I have my reasons for only buying from breeders but if I had to buy from any chain store it would be PetCo...they have the best care for their fish out of all of them.


----------



## FuulieQ (Jan 10, 2010)

MrVampire181 said:


> I have my reasons for only buying from breeders but if I had to buy from any chain store it would be PetCo...they have the best care for their fish out of all of them.


Agreed. 

I personally won't smash anyone for buying a sick animal. I've never been a fan of sacrificing a few for the good of the many. No animals should have to be allowed to suffer and die. There are other ways, better ones, such as raising awareness and kicking up a stink in any pet shop that neglects.


----------



## Aluyasha (Sep 2, 2010)

This is a tough subject. For starters, my Petsmart takes great care of their fish. However, I have heard some of you say that their Petsmarts are horrid. So how can I support a good petstore if it is also a bad one (in a sense)?

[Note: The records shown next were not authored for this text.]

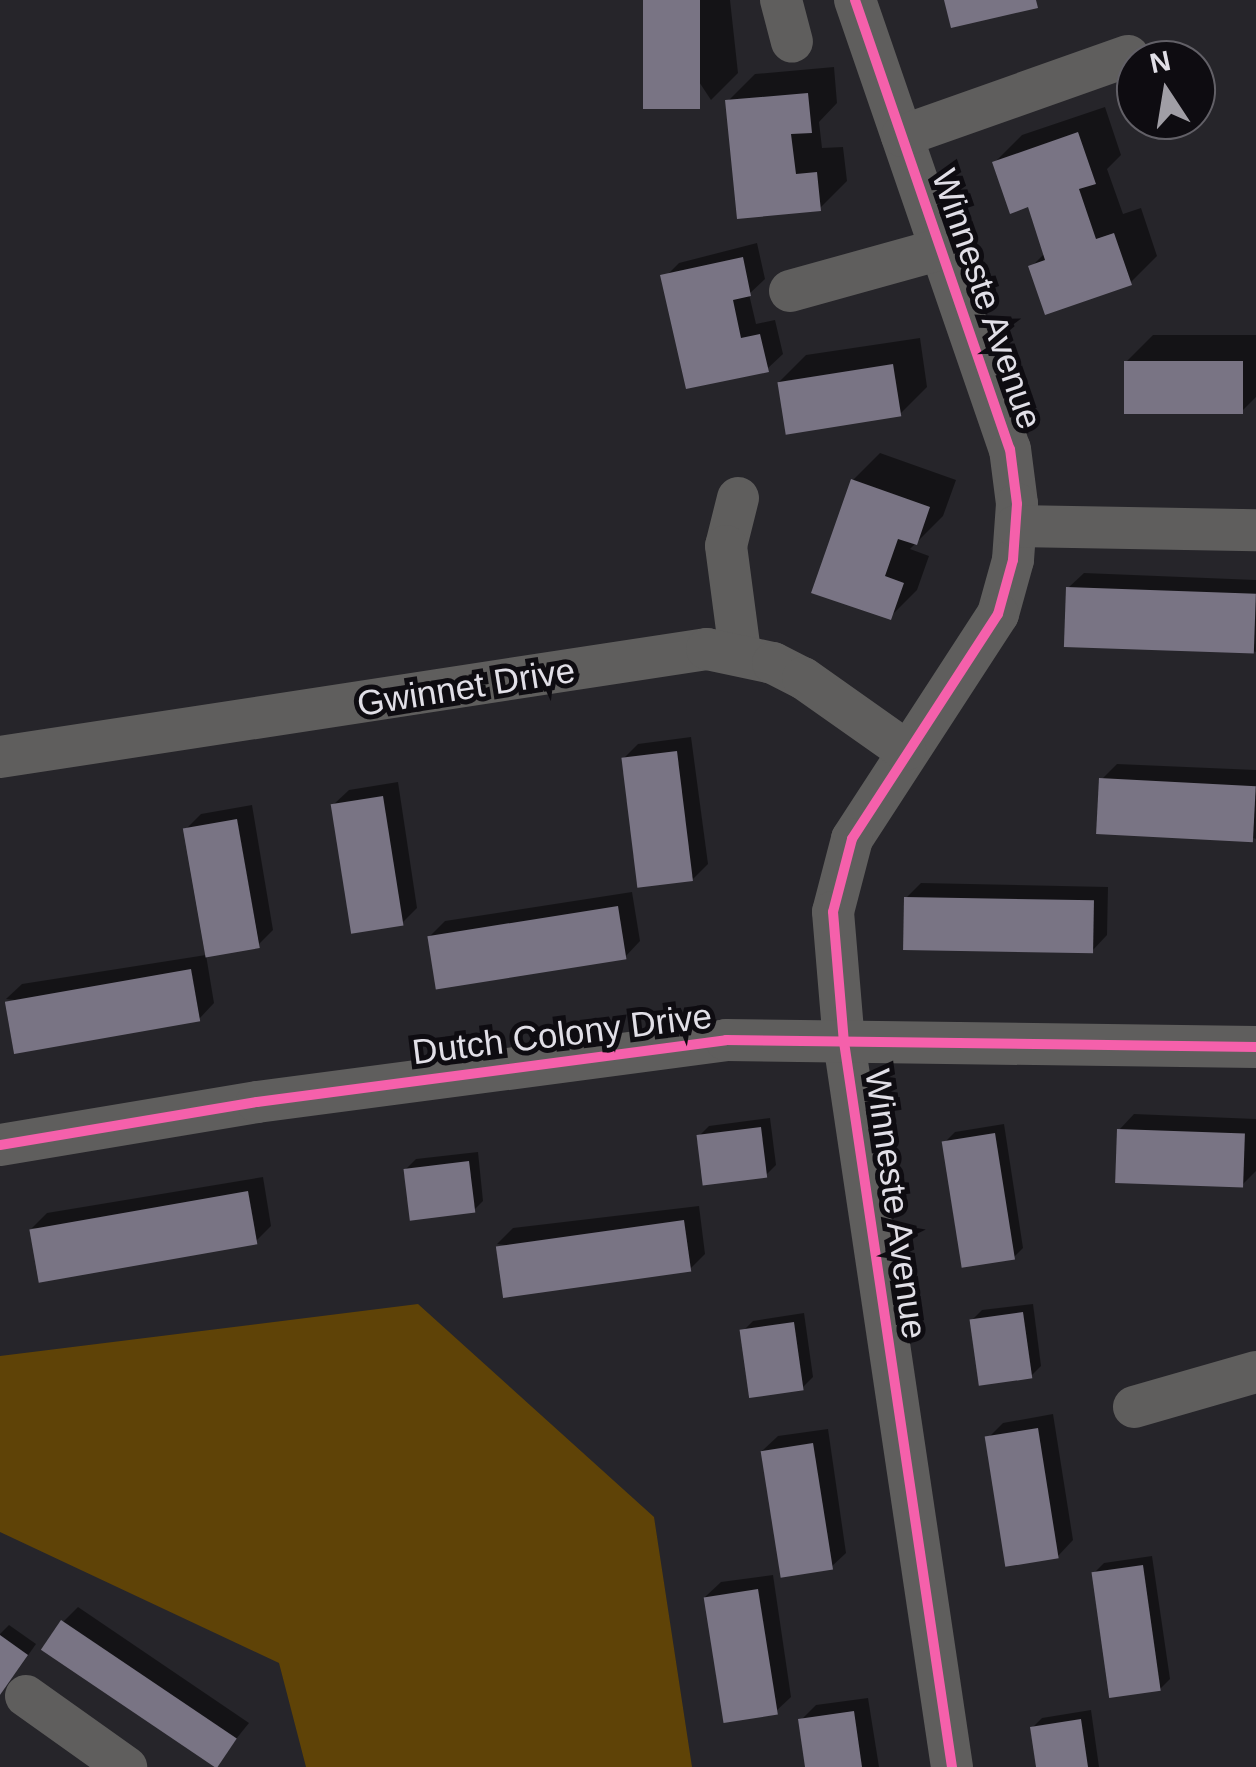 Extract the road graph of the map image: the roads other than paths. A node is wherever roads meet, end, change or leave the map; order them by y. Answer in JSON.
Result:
{"nodes":[{"id":1,"x":781,"y":0,"type":"edge"},
{"id":2,"x":856,"y":0,"type":"edge"},
{"id":3,"x":792,"y":42,"type":"dead end"},
{"id":4,"x":1116,"y":60,"type":"edge"},
{"id":5,"x":902,"y":136,"type":"junction"},
{"id":6,"x":941,"y":249,"type":"junction"},
{"id":7,"x":790,"y":291,"type":"dead end"},
{"id":8,"x":738,"y":498,"type":"dead end"},
{"id":9,"x":1016,"y":526,"type":"junction"},
{"id":10,"x":1256,"y":530,"type":"edge"},
{"id":11,"x":740,"y":653,"type":"junction"},
{"id":12,"x":906,"y":750,"type":"junction"},
{"id":13,"x":0,"y":757,"type":"edge"},
{"id":14,"x":844,"y":1042,"type":"junction"},
{"id":15,"x":1256,"y":1046,"type":"edge"},
{"id":16,"x":0,"y":1145,"type":"edge"},
{"id":17,"x":1256,"y":1372,"type":"edge"},
{"id":18,"x":1134,"y":1407,"type":"dead end"},
{"id":19,"x":26,"y":1696,"type":"dead end"},
{"id":20,"x":126,"y":1767,"type":"edge"},
{"id":21,"x":952,"y":1767,"type":"edge"}],
"edges":[{"from":1,"to":3,"type":"street"},
{"from":2,"to":5,"type":"street","name":"Winneste Avenue"},
{"from":4,"to":5,"type":"street"},
{"from":5,"to":6,"type":"street","name":"Winneste Avenue"},
{"from":6,"to":7,"type":"street"},
{"from":6,"to":9,"type":"street","name":"Winneste Avenue"},
{"from":8,"to":11,"type":"street"},
{"from":9,"to":10,"type":"street"},
{"from":9,"to":12,"type":"street","name":"Winneste Avenue"},
{"from":11,"to":12,"type":"street","name":"Gwinnet Drive"},
{"from":11,"to":13,"type":"street","name":"Gwinnet Drive"},
{"from":12,"to":14,"type":"street","name":"Winneste Avenue"},
{"from":14,"to":15,"type":"street","name":"Dutch Colony Drive"},
{"from":14,"to":16,"type":"street","name":"Dutch Colony Drive"},
{"from":14,"to":21,"type":"street","name":"Winneste Avenue"},
{"from":17,"to":18,"type":"street"},
{"from":19,"to":20,"type":"street"}]}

This is one of those ageless questions. Some think that people should not buy and that will eventually fix the problem. While others think that we should buy the Bettas and it will not make it better or worse. While others still think, that enstead we must try to educate the public and the petstores.
I personally, think that it is better to try to educate the petstores as it will help everyone in the long run. Not only would the animals be treated properly, but new owners would learn how to take care for their pets by actually being informed by the petstores.

If one Petco took horrid care of their pets and the others did not, then that store needs to be educated. Not buying from all Petcos would not help. I think anyway.
This topic has many different tactics. I really do not know what the right answer is. They all have vaild points.


----------



## Thunderloon (Feb 6, 2011)

*something very important to remember*

Most breeders that supply to petco/walmart/petsupermarket/petsmart aren't breeding to supply the stores. They sell the fish to the stores to support their more complex and special breeding. They're trying to be the first to produce much better bigger more awesome betta.

Petco has started handling halfmoon, double tail, delta and king. This is great because it encourages interest in betta but its also bad because the standard practice is to have a selection of every type on the shelf instead of limiting the total number better. But even this situation doesn't stress me too much.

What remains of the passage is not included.